*** Opening of DATA RECORDS ***

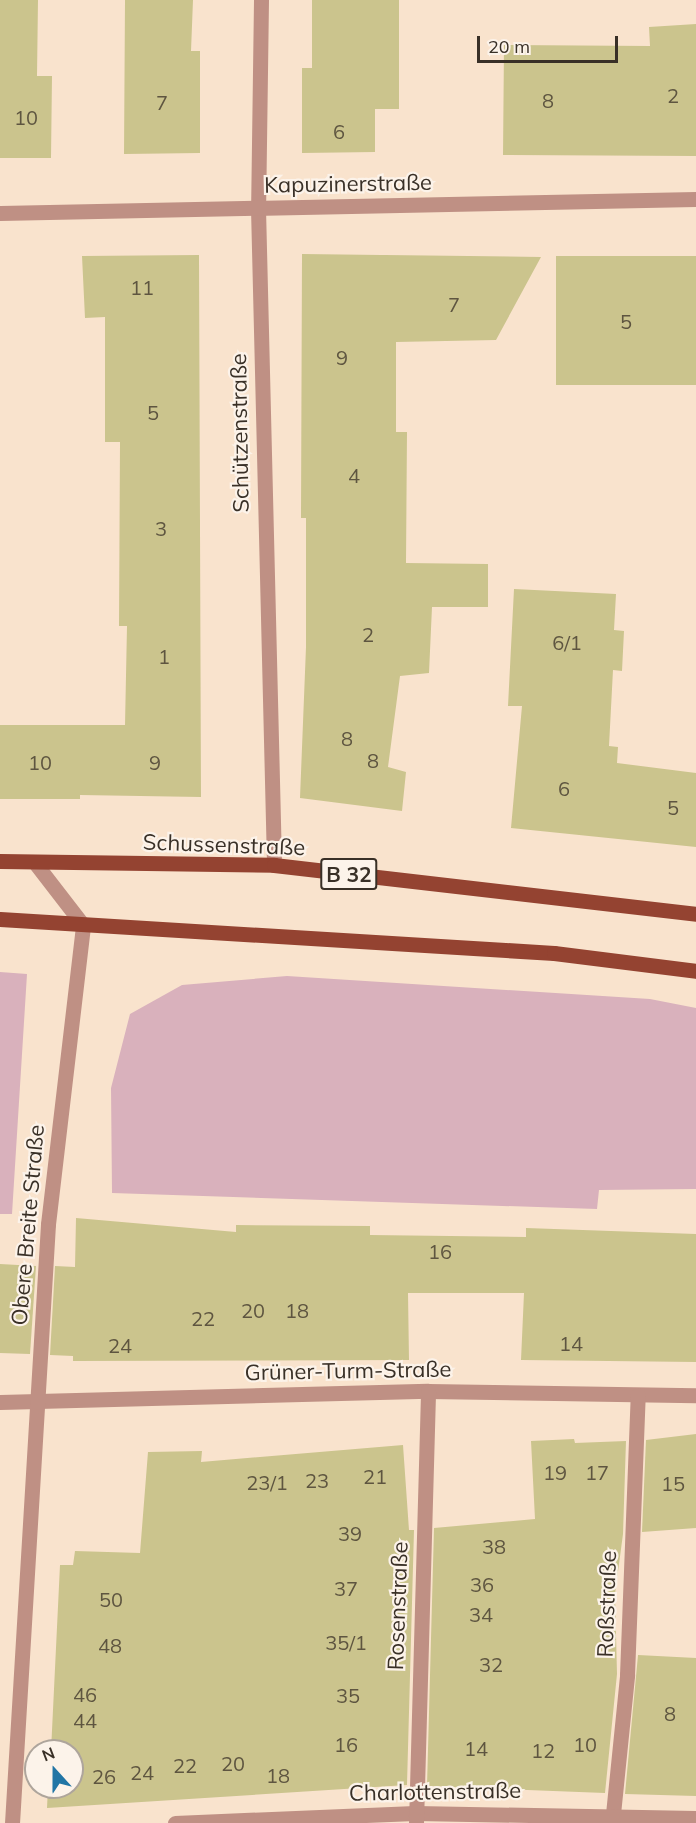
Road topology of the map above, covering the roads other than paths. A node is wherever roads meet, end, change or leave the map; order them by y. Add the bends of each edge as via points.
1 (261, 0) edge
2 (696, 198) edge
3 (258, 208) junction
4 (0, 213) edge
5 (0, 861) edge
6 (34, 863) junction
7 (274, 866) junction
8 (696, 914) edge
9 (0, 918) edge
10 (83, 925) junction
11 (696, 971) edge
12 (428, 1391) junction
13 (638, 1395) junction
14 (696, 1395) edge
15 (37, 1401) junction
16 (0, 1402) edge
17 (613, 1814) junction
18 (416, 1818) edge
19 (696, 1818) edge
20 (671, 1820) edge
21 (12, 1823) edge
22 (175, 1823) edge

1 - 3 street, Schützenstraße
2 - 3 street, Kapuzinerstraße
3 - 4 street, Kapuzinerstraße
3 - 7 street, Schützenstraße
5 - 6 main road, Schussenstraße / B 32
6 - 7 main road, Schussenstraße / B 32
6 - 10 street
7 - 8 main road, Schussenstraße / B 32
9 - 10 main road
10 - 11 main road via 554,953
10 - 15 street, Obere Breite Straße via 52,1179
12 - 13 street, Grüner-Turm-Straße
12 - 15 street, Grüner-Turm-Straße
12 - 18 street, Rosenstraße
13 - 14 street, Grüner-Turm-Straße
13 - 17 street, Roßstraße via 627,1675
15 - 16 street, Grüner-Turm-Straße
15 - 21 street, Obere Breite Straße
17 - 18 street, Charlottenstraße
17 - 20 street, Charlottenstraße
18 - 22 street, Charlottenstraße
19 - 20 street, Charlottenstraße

*** Close of DATA RECORDS ***
*** Opening of DATA RECORDS ***

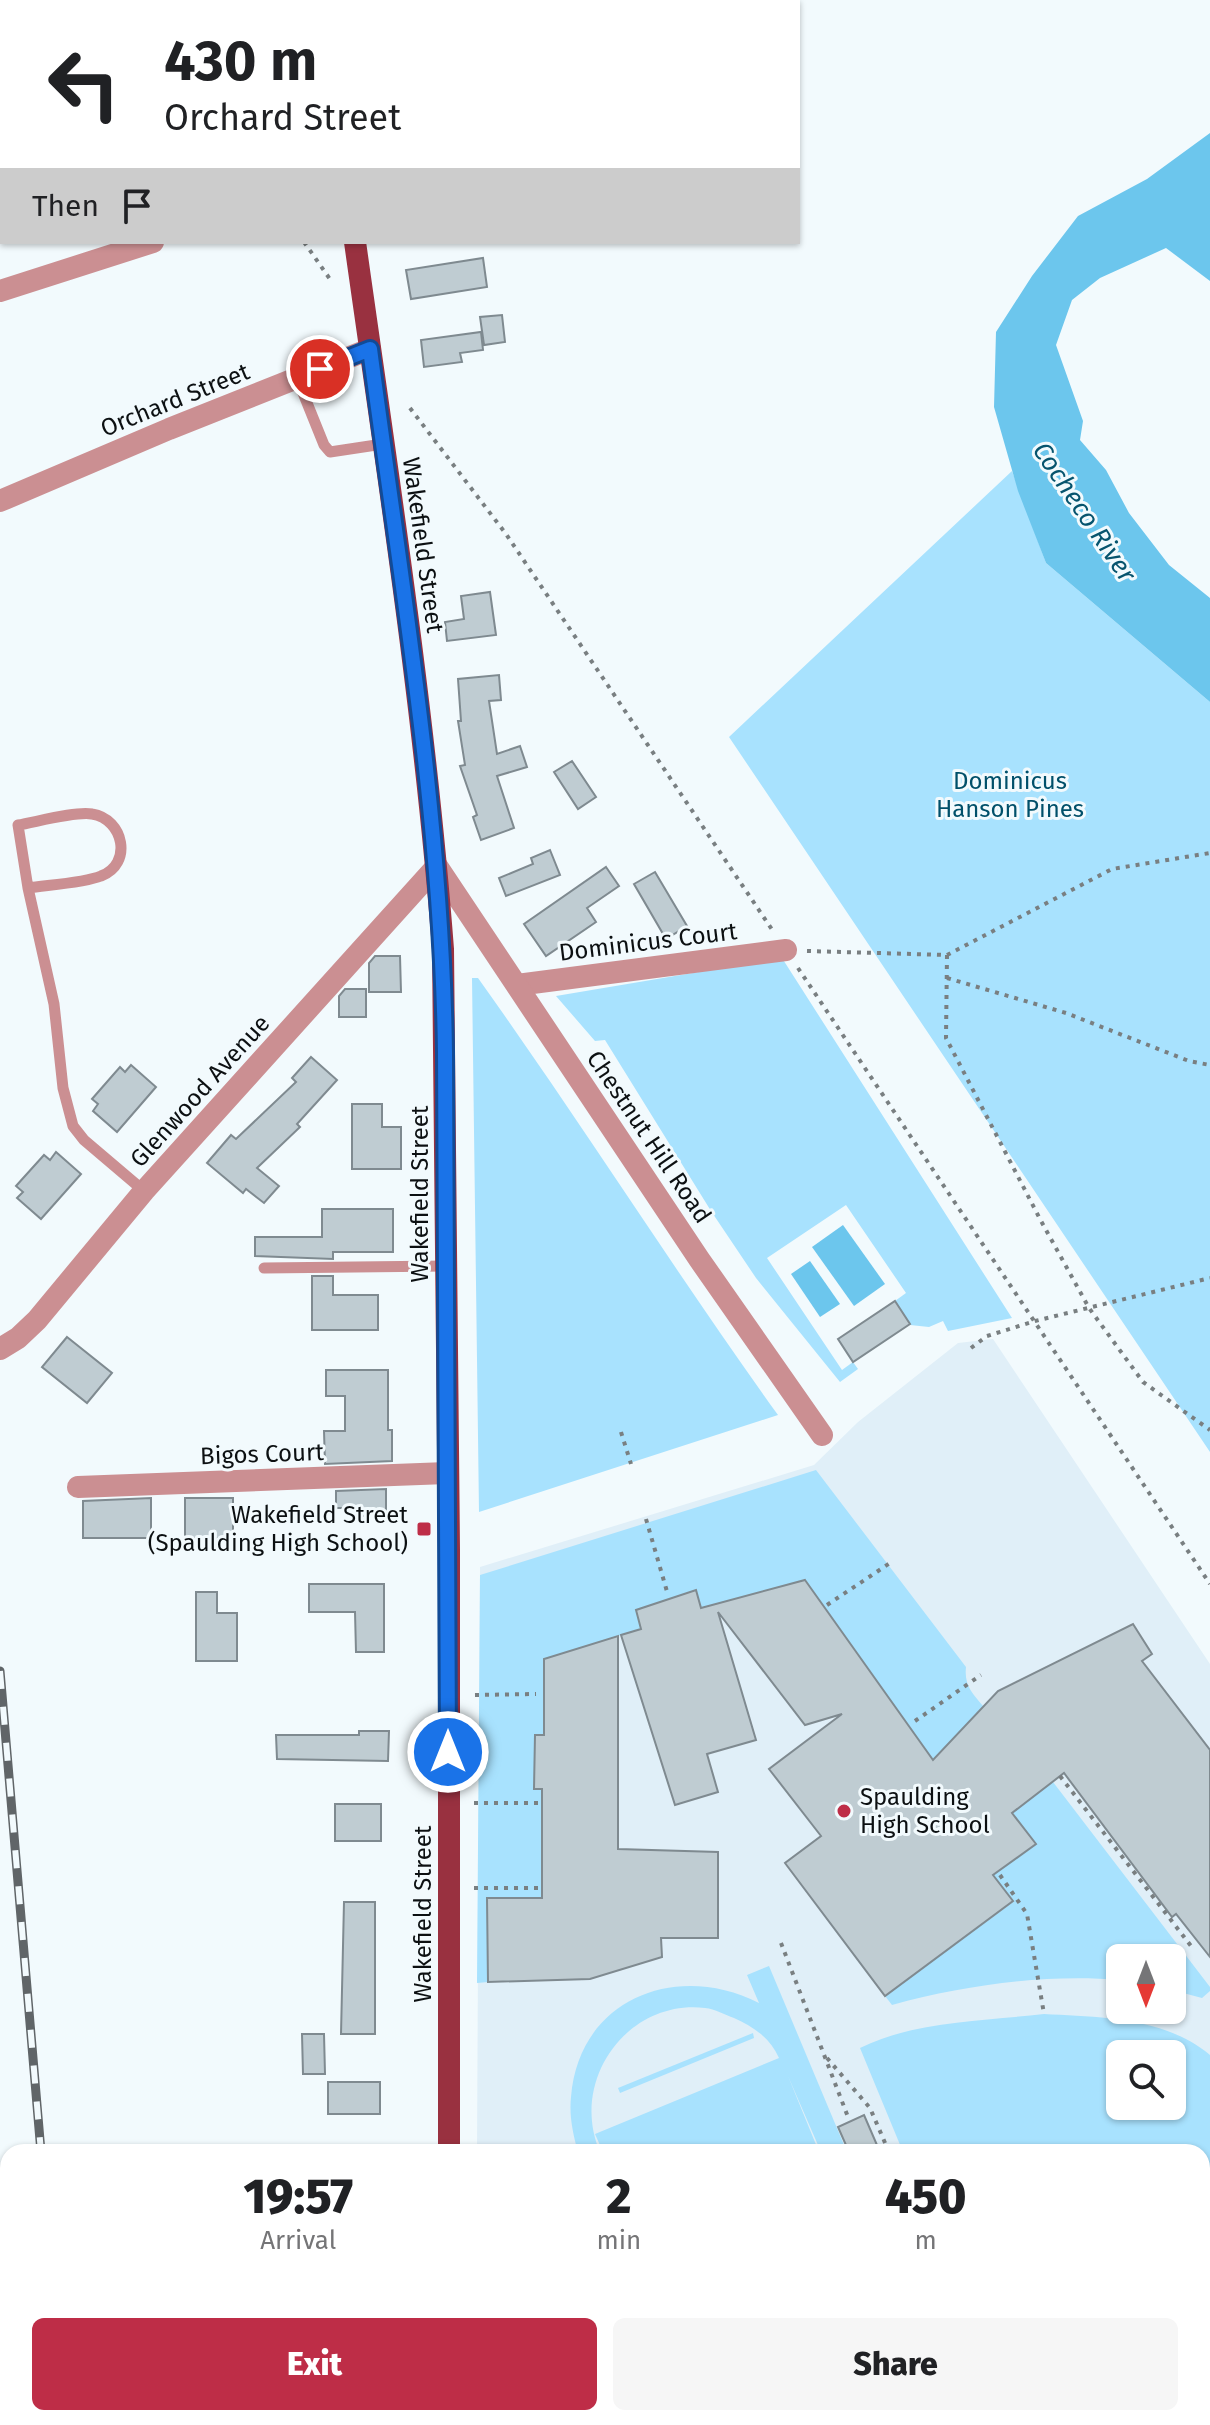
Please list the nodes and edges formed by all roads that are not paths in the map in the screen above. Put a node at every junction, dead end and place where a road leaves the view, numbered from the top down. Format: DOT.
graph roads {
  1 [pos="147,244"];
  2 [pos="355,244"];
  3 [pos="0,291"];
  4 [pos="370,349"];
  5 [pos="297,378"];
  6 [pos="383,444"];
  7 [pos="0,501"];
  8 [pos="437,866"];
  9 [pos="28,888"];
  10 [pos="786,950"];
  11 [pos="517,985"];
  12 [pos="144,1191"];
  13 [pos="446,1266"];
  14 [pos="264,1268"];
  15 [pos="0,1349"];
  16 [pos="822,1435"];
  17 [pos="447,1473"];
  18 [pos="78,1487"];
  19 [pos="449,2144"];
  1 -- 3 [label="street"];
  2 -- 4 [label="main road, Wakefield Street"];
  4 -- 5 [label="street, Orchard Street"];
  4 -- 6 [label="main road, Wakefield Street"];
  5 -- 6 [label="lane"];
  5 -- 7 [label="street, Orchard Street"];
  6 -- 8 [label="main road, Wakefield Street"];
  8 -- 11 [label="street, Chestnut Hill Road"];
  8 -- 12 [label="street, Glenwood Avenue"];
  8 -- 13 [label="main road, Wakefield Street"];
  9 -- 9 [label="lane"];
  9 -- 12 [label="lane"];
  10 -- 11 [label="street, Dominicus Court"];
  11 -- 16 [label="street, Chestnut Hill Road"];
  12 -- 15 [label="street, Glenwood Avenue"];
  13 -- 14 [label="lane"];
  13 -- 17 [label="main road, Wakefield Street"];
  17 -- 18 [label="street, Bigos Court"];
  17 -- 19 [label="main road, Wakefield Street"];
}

*** Close of DATA RECORDS ***

• _REQUIREMENT_
Copy out each line carrying the string "Turm" from the data.

• _SOLUTION_
12 - 13 street, Grüner-Turm-Straße
12 - 15 street, Grüner-Turm-Straße
13 - 14 street, Grüner-Turm-Straße
15 - 16 street, Grüner-Turm-Straße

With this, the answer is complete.